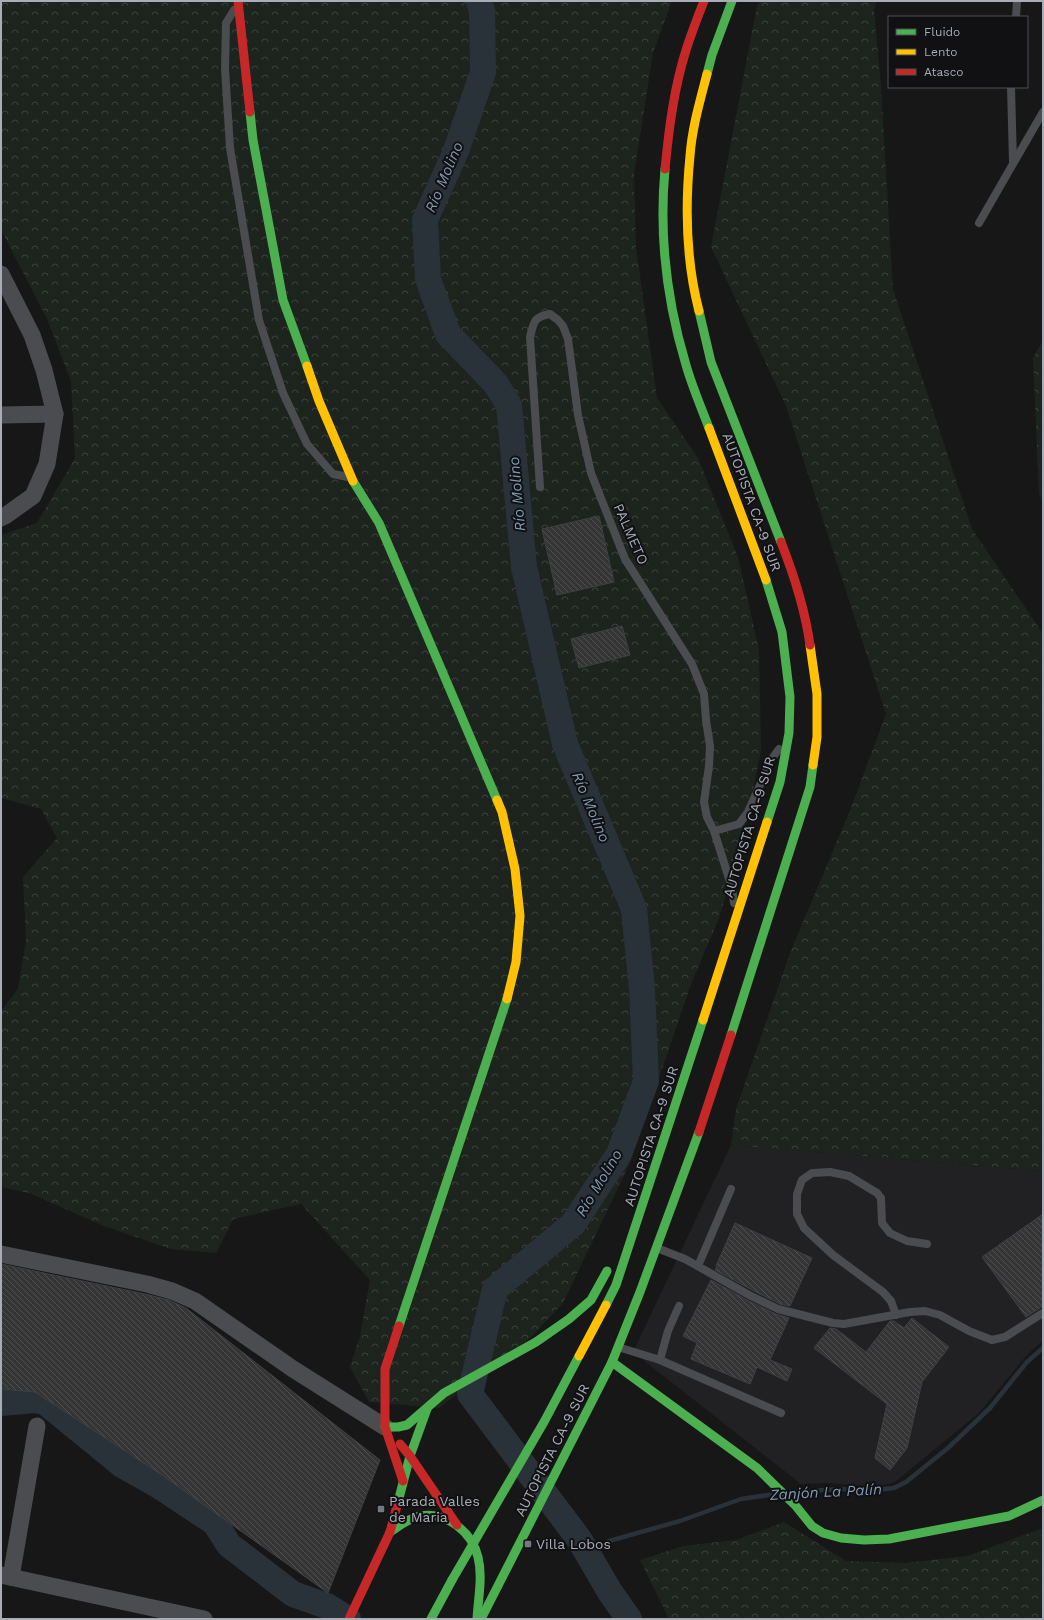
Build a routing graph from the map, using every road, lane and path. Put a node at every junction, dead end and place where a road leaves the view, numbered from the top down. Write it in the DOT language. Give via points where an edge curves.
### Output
graph roads {
  1 [pos="704,1"];
  2 [pos="732,1"];
  3 [pos="1017,1"];
  4 [pos="238,2"];
  5 [pos="1016,16"];
  6 [pos="1011,88"];
  7 [pos="1043,112"];
  8 [pos="1014,163"];
  9 [pos="979,223"];
  10 [pos="1,274"];
  11 [pos="9,303"];
  12 [pos="54,414"];
  13 [pos="1,415"];
  14 [pos="350,477"];
  15 [pos="540,487"];
  16 [pos="1,518"];
  17 [pos="789,733"];
  18 [pos="714,831"];
  19 [pos="736,919"];
  20 [pos="659,1158"];
  21 [pos="730,1189"];
  22 [pos="626,1223"];
  23 [pos="928,1244"];
  24 [pos="656,1248"];
  25 [pos="1,1254"];
  26 [pos="609,1265"];
  27 [pos="698,1266"];
  28 [pos="680,1306"];
  29 [pos="1043,1313"];
  30 [pos="896,1315"];
  31 [pos="618,1347"];
  32 [pos="660,1360"];
  33 [pos="612,1362"];
  34 [pos="427,1409"];
  35 [pos="781,1413"];
  36 [pos="37,1426"];
  37 [pos="385,1427"];
  38 [pos="410,1456"];
  39 [pos="403,1481"];
  40 [pos="1043,1500"];
  41 [pos="457,1525"];
  42 [pos="390,1532"];
  43 [pos="6,1576"];
  44 [pos="204,1619"];
  45 [pos="349,1619"];
  46 [pos="431,1619"];
  47 [pos="477,1619"];
  48 [pos="482,1619"];
  1 -- 17 [label="main road, AUTOPISTA CA-9 SUR" via="686,49 672,107 666,151 663,203 669,294 686,366 759,560 782,632 790,697"];
  2 -- 24 [label="main road, AUTOPISTA CA-9 SUR" via="712,55 697,112 690,154 689,253 694,292 711,362 796,579 808,630 817,694 817,737 810,787 766,927 698,1135"];
  3 -- 5 [label="lane"];
  4 -- 14 [label="main road" via="253,140 283,300 319,401"];
  4 -- 14 [label="lane" via="226,23 225,69 230,148 259,320 283,393 307,444 333,474"];
  6 -- 8 [label="lane"];
  7 -- 8 [label="lane"];
  8 -- 9 [label="lane"];
  10 -- 11 [label="street"];
  11 -- 12 [label="street" via="32,335 44,370"];
  12 -- 13 [label="street"];
  12 -- 16 [label="street" via="47,464 33,496"];
  14 -- 37 [label="main road" via="379,523 502,812 515,869 520,916 516,962 506,1002 385,1369"];
  15 -- 18 [label="lane, PALMETO" via="530,337 534,321 540,316 550,314 563,326 568,339 578,415 591,473 625,559 692,664 704,694 710,746 704,802 707,817"];
  17 -- 18 [label="lane" via="771,760 748,812 738,824"];
  17 -- 19 [label="main road, AUTOPISTA CA-9 SUR" via="780,782"];
  18 -- 19 [label="lane" via="732,888"];
  19 -- 20 [label="main road, AUTOPISTA CA-9 SUR"];
  20 -- 22 [label="main road" via="643,1183"];
  20 -- 46 [label="main road, AUTOPISTA CA-9 SUR, bridge" via="616,1285 544,1422"];
  21 -- 27 [label="lane"];
  23 -- 30 [label="lane" via="907,1241 890,1233 882,1223 881,1198 849,1176 830,1172 812,1173 802,1180 797,1194 797,1214 804,1228 832,1256 883,1292 891,1301"];
  24 -- 27 [label="lane"];
  24 -- 31 [label="main road, AUTOPISTA CA-9 SUR"];
  25 -- 37 [label="street" via="147,1284 195,1301 293,1369"];
  26 -- 34 [label="main road" via="591,1300 569,1318 524,1349 444,1393"];
  27 -- 30 [label="lane" via="778,1309 833,1323 844,1324"];
  28 -- 32 [label="lane" via="668,1331"];
  29 -- 30 [label="lane" via="1005,1337 992,1340 940,1315 925,1311"];
  31 -- 32 [label="lane"];
  31 -- 33 [label="main road, AUTOPISTA CA-9 SUR"];
  32 -- 35 [label="lane"];
  33 -- 40 [label="main road" via="757,1468 795,1504 812,1526 823,1533 841,1538 888,1539 1009,1516"];
  33 -- 48 [label="main road, AUTOPISTA CA-9 SUR"];
  34 -- 37 [label="main road" via="407,1425"];
  34 -- 38 [label="main road"];
  36 -- 43 [label="street"];
  37 -- 38 [label="main road"];
  37 -- 39 [label="main road"];
  38 -- 39 [label="main road"];
  38 -- 41 [label="main road"];
  39 -- 42 [label="main road"];
  41 -- 42 [label="main road" via="433,1516 420,1516 408,1520"];
  41 -- 47 [label="main road" via="470,1538 478,1555"];
  42 -- 45 [label="main road"];
  43 -- 44 [label="street"];
}
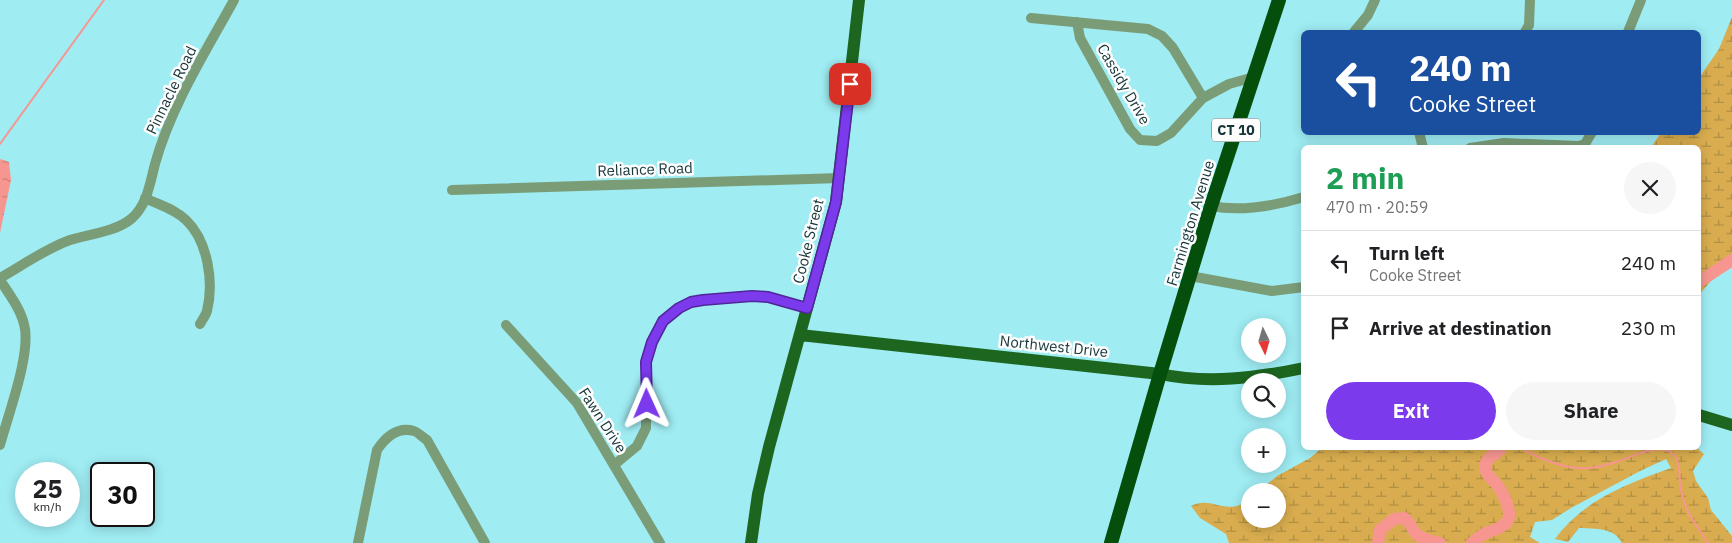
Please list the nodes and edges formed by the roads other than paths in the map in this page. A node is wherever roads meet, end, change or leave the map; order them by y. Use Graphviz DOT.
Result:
graph roads {
  1 [pos="234,0"];
  2 [pos="859,0"];
  3 [pos="1279,0"];
  4 [pos="1375,0"];
  5 [pos="1530,0"];
  6 [pos="1640,0"];
  7 [pos="1030,18"];
  8 [pos="1077,22"];
  9 [pos="1356,30"];
  10 [pos="1526,30"];
  11 [pos="1629,30"];
  12 [pos="1254,77"];
  13 [pos="1204,98"];
  14 [pos="1590,135"];
  15 [pos="1487,145"];
  16 [pos="1533,145"];
  17 [pos="1578,145"];
  18 [pos="840,178"];
  19 [pos="452,190"];
  20 [pos="145,198"];
  21 [pos="1301,198"];
  22 [pos="1211,206"];
  23 [pos="1190,276"];
  24 [pos="0,279"];
  25 [pos="1301,287"];
  26 [pos="807,308"];
  27 [pos="200,324"];
  28 [pos="506,325"];
  29 [pos="800,335"];
  30 [pos="1301,369"];
  31 [pos="1160,374"];
  32 [pos="1701,416"];
  33 [pos="1732,425"];
  34 [pos="0,445"];
  35 [pos="614,465"];
  36 [pos="358,543"];
  37 [pos="485,543"];
  38 [pos="660,543"];
  39 [pos="751,543"];
  40 [pos="1111,543"];
  1 -- 20 [label="street, Pinnacle Road"];
  2 -- 18 [label="main road, Cooke Street"];
  3 -- 12 [label="highway, Farmington Avenue / CT 10"];
  4 -- 9 [label="street"];
  5 -- 10 [label="street"];
  6 -- 11 [label="street"];
  7 -- 8 [label="street, Cassidy Drive"];
  8 -- 13 [label="street, Cassidy Drive"];
  8 -- 13 [label="street, Cassidy Drive"];
  12 -- 13 [label="street, Cassidy Drive"];
  12 -- 22 [label="highway, Farmington Avenue / CT 10"];
  14 -- 17 [label="street"];
  15 -- 16 [label="street"];
  18 -- 19 [label="street, Reliance Road"];
  18 -- 26 [label="main road, Cooke Street"];
  20 -- 24 [label="street, Pinnacle Road"];
  20 -- 27 [label="street"];
  21 -- 22 [label="street"];
  22 -- 23 [label="highway, Farmington Avenue / CT 10"];
  23 -- 25 [label="street"];
  23 -- 31 [label="highway, Farmington Avenue / CT 10"];
  24 -- 34 [label="street"];
  26 -- 29 [label="main road, Cooke Street"];
  26 -- 35 [label="street"];
  28 -- 35 [label="street, Fawn Drive"];
  29 -- 31 [label="main road, Northwest Drive"];
  29 -- 39 [label="main road, Cooke Street"];
  30 -- 31 [label="main road, Northwest Drive"];
  31 -- 40 [label="highway, Farmington Avenue / CT 10"];
  32 -- 33 [label="main road"];
  35 -- 38 [label="street, Fawn Drive"];
  36 -- 37 [label="street"];
}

- _EXERCISE GOAL_:
With the pictures removed, repeat the listing above exactly as it stands.

- _RESULT OF THIS EXERCISE_:
Build a routing graph from the map, using every road, lane and path. Put a node at every junction, dead end and place where a road leaves the view, numbered from the top down. Write it in the DOT language. Give via points where an edge curves.
### Output
graph roads {
  1 [pos="704,1"];
  2 [pos="732,1"];
  3 [pos="1017,1"];
  4 [pos="238,2"];
  5 [pos="1016,16"];
  6 [pos="1011,88"];
  7 [pos="1043,112"];
  8 [pos="1014,163"];
  9 [pos="979,223"];
  10 [pos="1,274"];
  11 [pos="9,303"];
  12 [pos="54,414"];
  13 [pos="1,415"];
  14 [pos="350,477"];
  15 [pos="540,487"];
  16 [pos="1,518"];
  17 [pos="789,733"];
  18 [pos="714,831"];
  19 [pos="736,919"];
  20 [pos="659,1158"];
  21 [pos="730,1189"];
  22 [pos="626,1223"];
  23 [pos="928,1244"];
  24 [pos="656,1248"];
  25 [pos="1,1254"];
  26 [pos="609,1265"];
  27 [pos="698,1266"];
  28 [pos="680,1306"];
  29 [pos="1043,1313"];
  30 [pos="896,1315"];
  31 [pos="618,1347"];
  32 [pos="660,1360"];
  33 [pos="612,1362"];
  34 [pos="427,1409"];
  35 [pos="781,1413"];
  36 [pos="37,1426"];
  37 [pos="385,1427"];
  38 [pos="410,1456"];
  39 [pos="403,1481"];
  40 [pos="1043,1500"];
  41 [pos="457,1525"];
  42 [pos="390,1532"];
  43 [pos="6,1576"];
  44 [pos="204,1619"];
  45 [pos="349,1619"];
  46 [pos="431,1619"];
  47 [pos="477,1619"];
  48 [pos="482,1619"];
  1 -- 17 [label="main road, AUTOPISTA CA-9 SUR" via="686,49 672,107 666,151 663,203 669,294 686,366 759,560 782,632 790,697"];
  2 -- 24 [label="main road, AUTOPISTA CA-9 SUR" via="712,55 697,112 690,154 689,253 694,292 711,362 796,579 808,630 817,694 817,737 810,787 766,927 698,1135"];
  3 -- 5 [label="lane"];
  4 -- 14 [label="main road" via="253,140 283,300 319,401"];
  4 -- 14 [label="lane" via="226,23 225,69 230,148 259,320 283,393 307,444 333,474"];
  6 -- 8 [label="lane"];
  7 -- 8 [label="lane"];
  8 -- 9 [label="lane"];
  10 -- 11 [label="street"];
  11 -- 12 [label="street" via="32,335 44,370"];
  12 -- 13 [label="street"];
  12 -- 16 [label="street" via="47,464 33,496"];
  14 -- 37 [label="main road" via="379,523 502,812 515,869 520,916 516,962 506,1002 385,1369"];
  15 -- 18 [label="lane, PALMETO" via="530,337 534,321 540,316 550,314 563,326 568,339 578,415 591,473 625,559 692,664 704,694 710,746 704,802 707,817"];
  17 -- 18 [label="lane" via="771,760 748,812 738,824"];
  17 -- 19 [label="main road, AUTOPISTA CA-9 SUR" via="780,782"];
  18 -- 19 [label="lane" via="732,888"];
  19 -- 20 [label="main road, AUTOPISTA CA-9 SUR"];
  20 -- 22 [label="main road" via="643,1183"];
  20 -- 46 [label="main road, AUTOPISTA CA-9 SUR, bridge" via="616,1285 544,1422"];
  21 -- 27 [label="lane"];
  23 -- 30 [label="lane" via="907,1241 890,1233 882,1223 881,1198 849,1176 830,1172 812,1173 802,1180 797,1194 797,1214 804,1228 832,1256 883,1292 891,1301"];
  24 -- 27 [label="lane"];
  24 -- 31 [label="main road, AUTOPISTA CA-9 SUR"];
  25 -- 37 [label="street" via="147,1284 195,1301 293,1369"];
  26 -- 34 [label="main road" via="591,1300 569,1318 524,1349 444,1393"];
  27 -- 30 [label="lane" via="778,1309 833,1323 844,1324"];
  28 -- 32 [label="lane" via="668,1331"];
  29 -- 30 [label="lane" via="1005,1337 992,1340 940,1315 925,1311"];
  31 -- 32 [label="lane"];
  31 -- 33 [label="main road, AUTOPISTA CA-9 SUR"];
  32 -- 35 [label="lane"];
  33 -- 40 [label="main road" via="757,1468 795,1504 812,1526 823,1533 841,1538 888,1539 1009,1516"];
  33 -- 48 [label="main road, AUTOPISTA CA-9 SUR"];
  34 -- 37 [label="main road" via="407,1425"];
  34 -- 38 [label="main road"];
  36 -- 43 [label="street"];
  37 -- 38 [label="main road"];
  37 -- 39 [label="main road"];
  38 -- 39 [label="main road"];
  38 -- 41 [label="main road"];
  39 -- 42 [label="main road"];
  41 -- 42 [label="main road" via="433,1516 420,1516 408,1520"];
  41 -- 47 [label="main road" via="470,1538 478,1555"];
  42 -- 45 [label="main road"];
  43 -- 44 [label="street"];
}
Please list the nodes and edges formed by the roads other than paths in the map in this page. A node is wherever roads meet, end, change or leave the map; order them by y. Use Graphviz DOT.
Result:
graph roads {
  1 [pos="234,0"];
  2 [pos="859,0"];
  3 [pos="1279,0"];
  4 [pos="1375,0"];
  5 [pos="1530,0"];
  6 [pos="1640,0"];
  7 [pos="1030,18"];
  8 [pos="1077,22"];
  9 [pos="1356,30"];
  10 [pos="1526,30"];
  11 [pos="1629,30"];
  12 [pos="1254,77"];
  13 [pos="1204,98"];
  14 [pos="1590,135"];
  15 [pos="1487,145"];
  16 [pos="1533,145"];
  17 [pos="1578,145"];
  18 [pos="840,178"];
  19 [pos="452,190"];
  20 [pos="145,198"];
  21 [pos="1301,198"];
  22 [pos="1211,206"];
  23 [pos="1190,276"];
  24 [pos="0,279"];
  25 [pos="1301,287"];
  26 [pos="807,308"];
  27 [pos="200,324"];
  28 [pos="506,325"];
  29 [pos="800,335"];
  30 [pos="1301,369"];
  31 [pos="1160,374"];
  32 [pos="1701,416"];
  33 [pos="1732,425"];
  34 [pos="0,445"];
  35 [pos="614,465"];
  36 [pos="358,543"];
  37 [pos="485,543"];
  38 [pos="660,543"];
  39 [pos="751,543"];
  40 [pos="1111,543"];
  1 -- 20 [label="street, Pinnacle Road"];
  2 -- 18 [label="main road, Cooke Street"];
  3 -- 12 [label="highway, Farmington Avenue / CT 10"];
  4 -- 9 [label="street"];
  5 -- 10 [label="street"];
  6 -- 11 [label="street"];
  7 -- 8 [label="street, Cassidy Drive"];
  8 -- 13 [label="street, Cassidy Drive"];
  8 -- 13 [label="street, Cassidy Drive"];
  12 -- 13 [label="street, Cassidy Drive"];
  12 -- 22 [label="highway, Farmington Avenue / CT 10"];
  14 -- 17 [label="street"];
  15 -- 16 [label="street"];
  18 -- 19 [label="street, Reliance Road"];
  18 -- 26 [label="main road, Cooke Street"];
  20 -- 24 [label="street, Pinnacle Road"];
  20 -- 27 [label="street"];
  21 -- 22 [label="street"];
  22 -- 23 [label="highway, Farmington Avenue / CT 10"];
  23 -- 25 [label="street"];
  23 -- 31 [label="highway, Farmington Avenue / CT 10"];
  24 -- 34 [label="street"];
  26 -- 29 [label="main road, Cooke Street"];
  26 -- 35 [label="street"];
  28 -- 35 [label="street, Fawn Drive"];
  29 -- 31 [label="main road, Northwest Drive"];
  29 -- 39 [label="main road, Cooke Street"];
  30 -- 31 [label="main road, Northwest Drive"];
  31 -- 40 [label="highway, Farmington Avenue / CT 10"];
  32 -- 33 [label="main road"];
  35 -- 38 [label="street, Fawn Drive"];
  36 -- 37 [label="street"];
}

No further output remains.